Bildnachweis: Standortagentur Tirol

Digitalisierung

Michael Mairhofer (Industriellenvereinigung Tirol), Sybille Regensberger (Wirtschaftskammer Tirol), Marcus Hofer (Standortagentur Tirol) und Roman Seyyed (digital.tirol) eröffneten den digital.tirol-Impulstag. (v.l.)

digital.tirol-Impulstag 2026 zeigt Wege zur erfolgreichen Nutzung von Künstlicher Intelligenz

19.03.2026
Im Rahmen der Tiroler Innovationswoche 2026 fand am 19. März der digital.tirol-Impulstag unter dem Leitthema "KI verstehen & KI nutzen" in der Wirtschaftskammer Tirol in Innsbruck statt. Rund 200 Teilnehmer:innen nutzten die Gelegenheit, sich über aktuelle Entwicklungen, konkrete Anwendungsfelder sowie Chancen und Herausforderungen der Künstlichen Intelligenz (KI) auszutauschen.

digital.tirol, das gemeinsame Expert:innen-Netzwerk aus Standortagentur Tirol, Industriellenvereinigung Tirol, Lebensraum Tirol Holding, Wirtschaftskammer Tirol und der Fachgruppe UBIT, verfolgt das Ziel, die digitale Transformation im Land aktiv voranzutreiben. Der Impulstag bot dafür einmal mehr eine zentrale Plattform für Wissenstransfer, Diskussion und Vernetzung.

„KI ist ein wertvolles Tool. Wichtig ist jedoch, sie verantwortungsvoll und effizient zu nutzen,“ betonte  Marcus Hofer, Geschäftsführer der Standortagentur Tirol, in seinem Eröffnungsstatement. „KI hat das Potenzial, die Innovationskraft des Wirtschaftsstandortes Tirol weiter zu stärken.
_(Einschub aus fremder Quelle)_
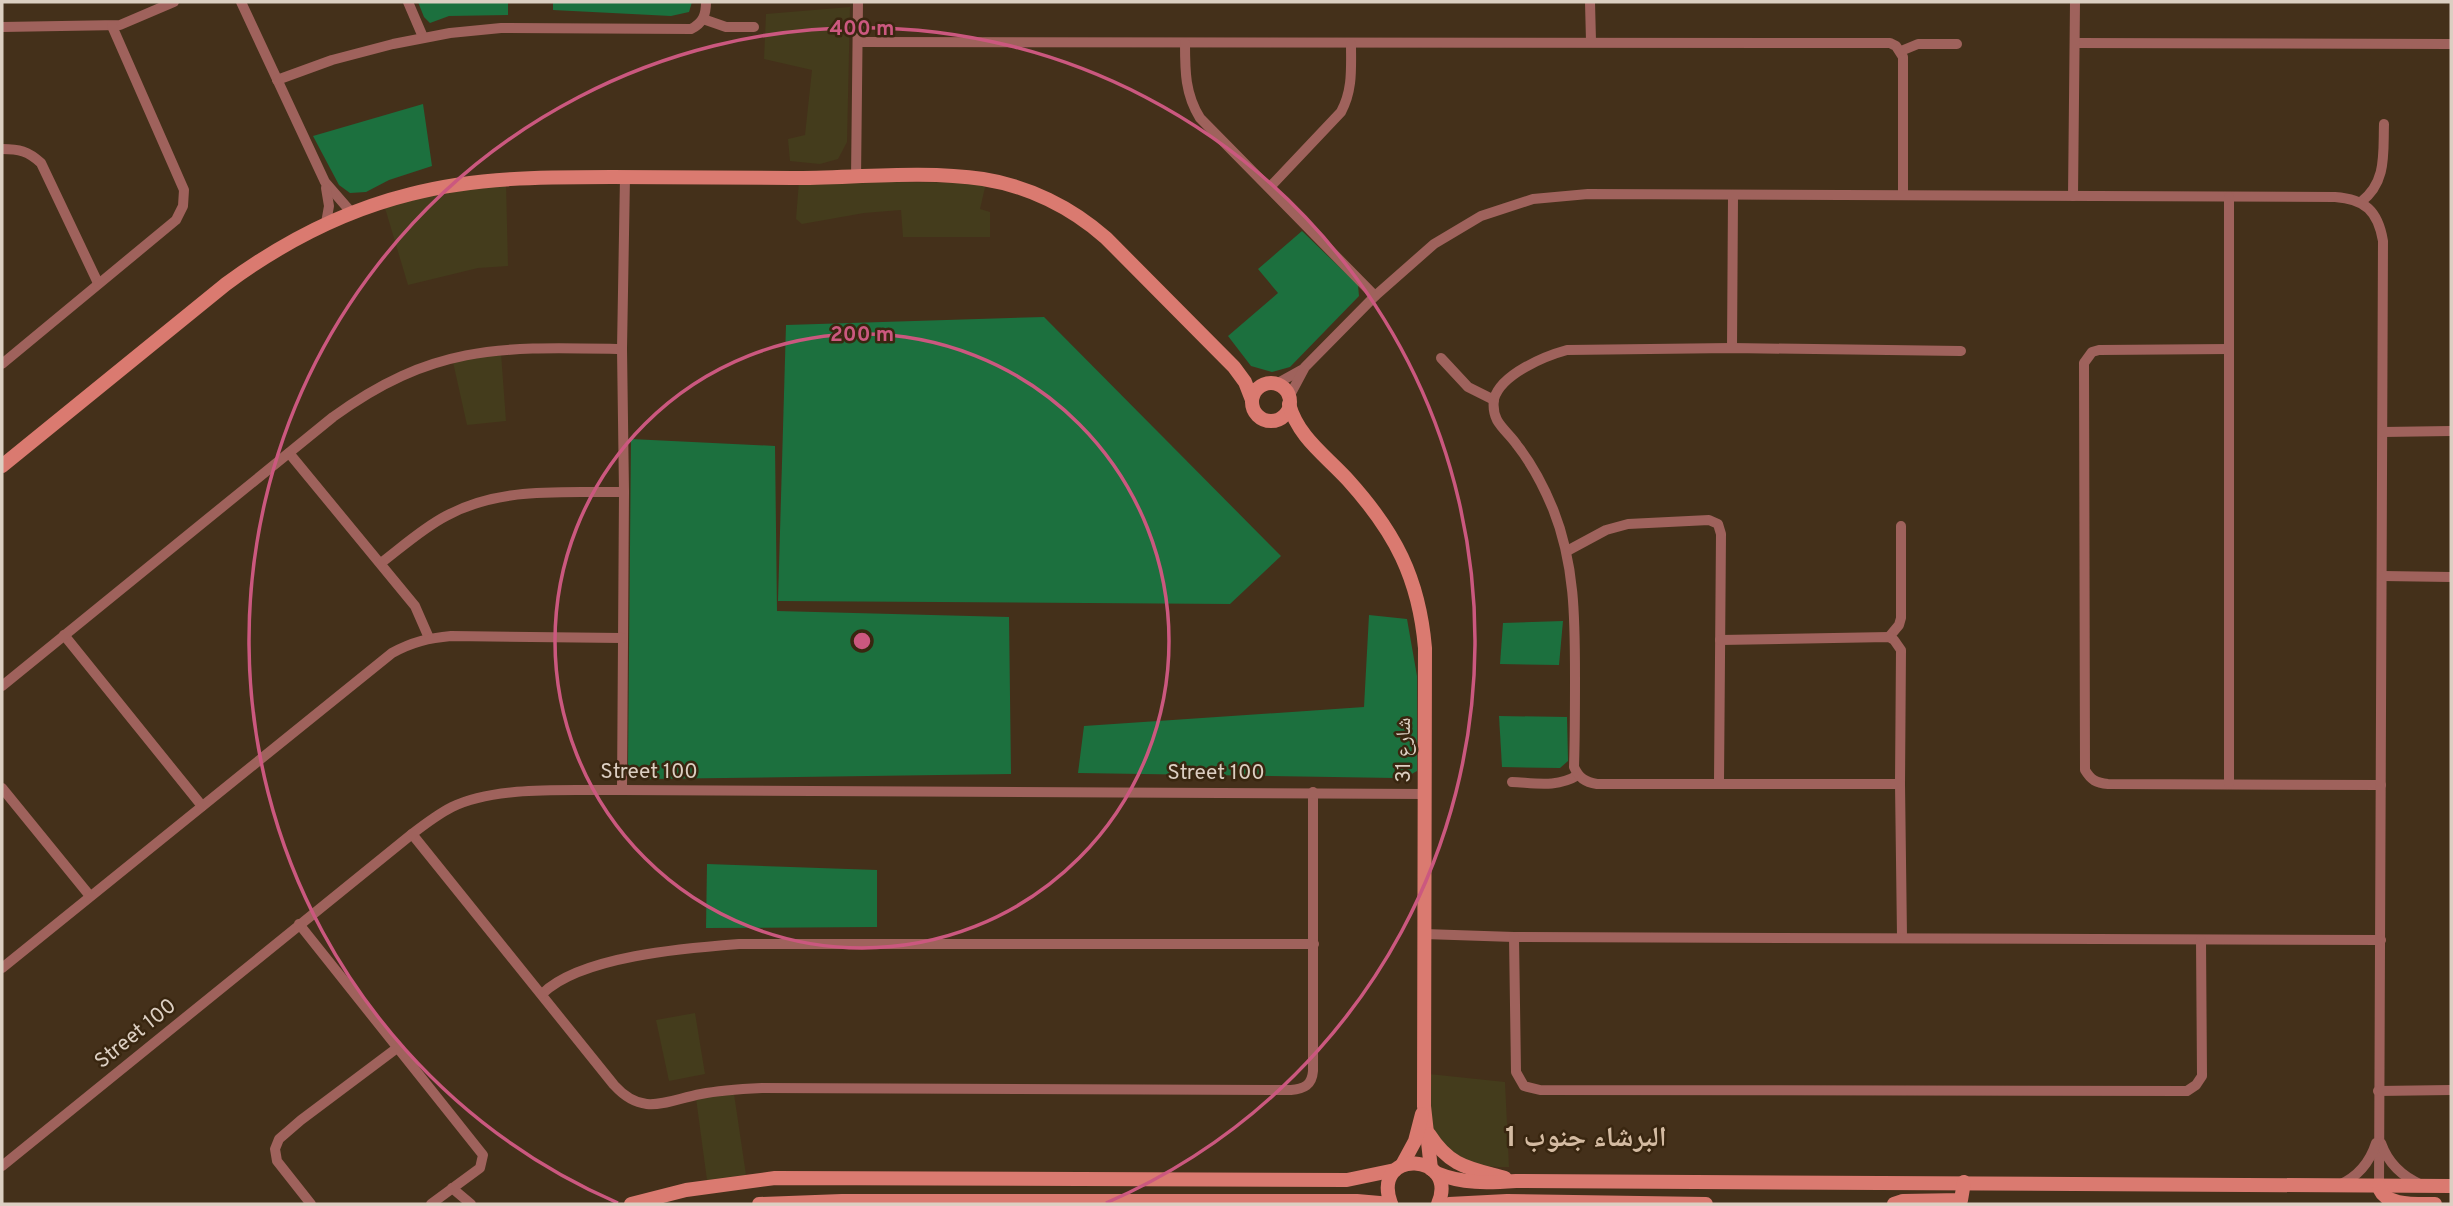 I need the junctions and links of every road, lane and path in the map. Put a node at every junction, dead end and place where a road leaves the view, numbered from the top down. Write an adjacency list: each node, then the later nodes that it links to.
1 (174, 2): 9 (street)
2 (241, 2): 21 (street)
3 (408, 2): 12 (street)
4 (705, 2): 8 (street)
5 (858, 2): 14 (street)
6 (1590, 2): 13 (street)
7 (2075, 2): 16 (street)
8 (704, 19): 11 (street); 12 (street)
9 (112, 26): 10 (street); 35 (street)
10 (2, 27)
11 (754, 27)
12 (423, 37): 21 (street)
13 (1591, 41): 17 (street); 20 (street)
14 (858, 42): 15 (street); 25 (street)
15 (1185, 43): 17 (street); 27 (street)
16 (2076, 43): 19 (street); 29 (street)
17 (1351, 44): 27 (street)
18 (1957, 44): 20 (street)
19 (2451, 44)
20 (1901, 51): 28 (street)
21 (277, 80): 26 (street)
22 (2384, 124): 32 (street)
23 (2, 149): 35 (street)
24 (625, 177): 25 (main road); 33 (main road); 38 (street)
25 (856, 178): 43 (main road)
26 (325, 182): 33 (street); 34 (street)
27 (1270, 187): 36 (street)
28 (1903, 194): 29 (street); 30 (street)
29 (2073, 196): 31 (street)
30 (1732, 197): 36 (street); 37 (street)
31 (2229, 197): 32 (street); 39 (street)
32 (2361, 202): 51 (street)
33 (351, 212): 34 (main road)
34 (326, 223): 54 (main road)
35 (98, 283): 42 (street)
36 (1376, 296): 44 (street)
37 (1732, 348): 40 (street); 47 (street)
38 (622, 349): 53 (street); 55 (street)
39 (2229, 349): 71 (street); 71 (street)
40 (1961, 351)
41 (1441, 359): 47 (street)
42 (2, 364)
43 (1234, 367): 45 (main road); 46 (main road)
44 (1306, 367): 45 (street); 48 (street)
45 (1273, 384): 46 (main road); 48 (main road)
46 (1252, 400): 49 (main road)
47 (1494, 400): 57 (street)
48 (1289, 401): 49 (main road); 52 (main road, شارع 31)
49 (1272, 421): 52 (main road, شارع 31)
50 (2451, 431): 51 (street)
51 (2383, 432): 59 (street)
52 (1303, 435): 76 (main road, شارع 31)
53 (289, 453): 58 (street); 61 (street)
54 (2, 466)
55 (624, 492): 58 (street); 64 (street)
56 (1900, 526): 62 (street)
57 (1567, 551): 65 (street); 67 (street)
58 (381, 563): 63 (street)
59 (2384, 576): 60 (street); 72 (street)
60 (2451, 577)
61 (64, 635): 66 (street); 77 (street)
62 (1889, 637): 65 (street); 70 (street)
63 (429, 638): 64 (street); 77 (street)
64 (622, 638): 74 (street)
65 (1720, 640): 69 (street)
66 (2, 686)
67 (1578, 775): 68 (street); 69 (street)
68 (1512, 782)
69 (1719, 782): 70 (street)
70 (1900, 784): 83 (street)
71 (2229, 784): 72 (street)
72 (2381, 785): 85 (street)
73 (2, 788): 79 (street)
74 (622, 790): 75 (street, Street 100); 78 (street, Street 100)
75 (1314, 792): 76 (street, Street 100); 86 (street)
76 (1424, 794): 81 (main road, شارع 31)
77 (202, 806): 79 (street)
78 (412, 834): 80 (street, Street 100); 88 (street)
79 (90, 896): 87 (street)
80 (299, 924): 89 (street); 95 (street, Street 100)
81 (1424, 934): 82 (street); 92 (main road, شارع 31)
82 (1514, 937): 83 (street); 84 (street)
83 (1902, 937): 84 (street)
84 (2201, 940): 85 (street)
85 (2381, 940): 91 (street)
86 (1314, 944): 88 (street); 88 (street)
87 (2, 968)
88 (542, 994)
89 (397, 1048): 104 (street); 107 (street)
90 (2451, 1090): 91 (street)
91 (2378, 1091): 94 (street)
92 (1424, 1106): 93 (main road, شارع 31); 96 (main road, شارع 31)
93 (1427, 1131): 97 (main road, شارع 31); 98 (main road)
94 (2378, 1134): 100 (street); 102 (street); 103 (street)
95 (2, 1166)
96 (1399, 1168): 97 (main road); 110 (main road); 112 (main road, شارع 31)
97 (1433, 1171): 98 (main road); 113 (main road, شارع 31)
98 (1516, 1181): 99 (main road)
99 (1965, 1182): 102 (main road); 116 (main road)
100 (2379, 1186): 102 (main road); 103 (main road); 117 (main road)
101 (2451, 1186): 103 (main road)
102 (2334, 1187)
103 (2425, 1187)
104 (452, 1188): 108 (street); 109 (street)
105 (1172, 1203): 111 (main road); 112 (main road)
106 (1505, 1203): 114 (main road); 115 (main road)
107 (311, 1204)
108 (430, 1204)
109 (471, 1204)
110 (631, 1204)
111 (760, 1204)
112 (1391, 1204)
113 (1438, 1204)
114 (1449, 1204)
115 (1706, 1204)
116 (1894, 1204)
117 (2435, 1204)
Als Standortagentur Tirol begleiten wir Unternehmen dabei, die richtigen Entscheidungen rund um den Einsatz von KI zu treffen.“

Sybille Regensberger, Obfrau der Sparte Information und Consulting der Wirtschaftskammer Tirol, hob sowohl Potenziale als auch Herausforderungen hervor: „KI ist Faszination und Herausforderung zugleich. Sie hat das Potenzial, unsere Arbeit zu erleichtern. Gleichzeitig erfordert sie es, dass wir uns mit ihr beschäftigen und unsere Arbeitsweisen anpassen.“

Auch Michael Mairhofer, Geschäftsführer der Industriellenvereinigung Tirol, unterstrich die Bedeutung für die Industrie: „KI offeriert die Chance, unseren Produktionsstandort effizienter zu machen. Klar ist jedoch auch: KI wird unsere Arbeitswelt verändern – und das mit hoher Geschwindigkeit.“

Von Fördermöglichkeiten bis zu konkreten KI-Richtlinien

Das inhaltliche Programm am Vormittag spannte einen Bogen von strategischen Grundlagen bis hin zu praktischen Fragestellungen. Johannes Rohm vom Land Tirol gab einen Überblick über die Tiroler Innovations- und Digitalisierungsförderungen, mit denen jährlich rund 500 Projekte unterstützt werden.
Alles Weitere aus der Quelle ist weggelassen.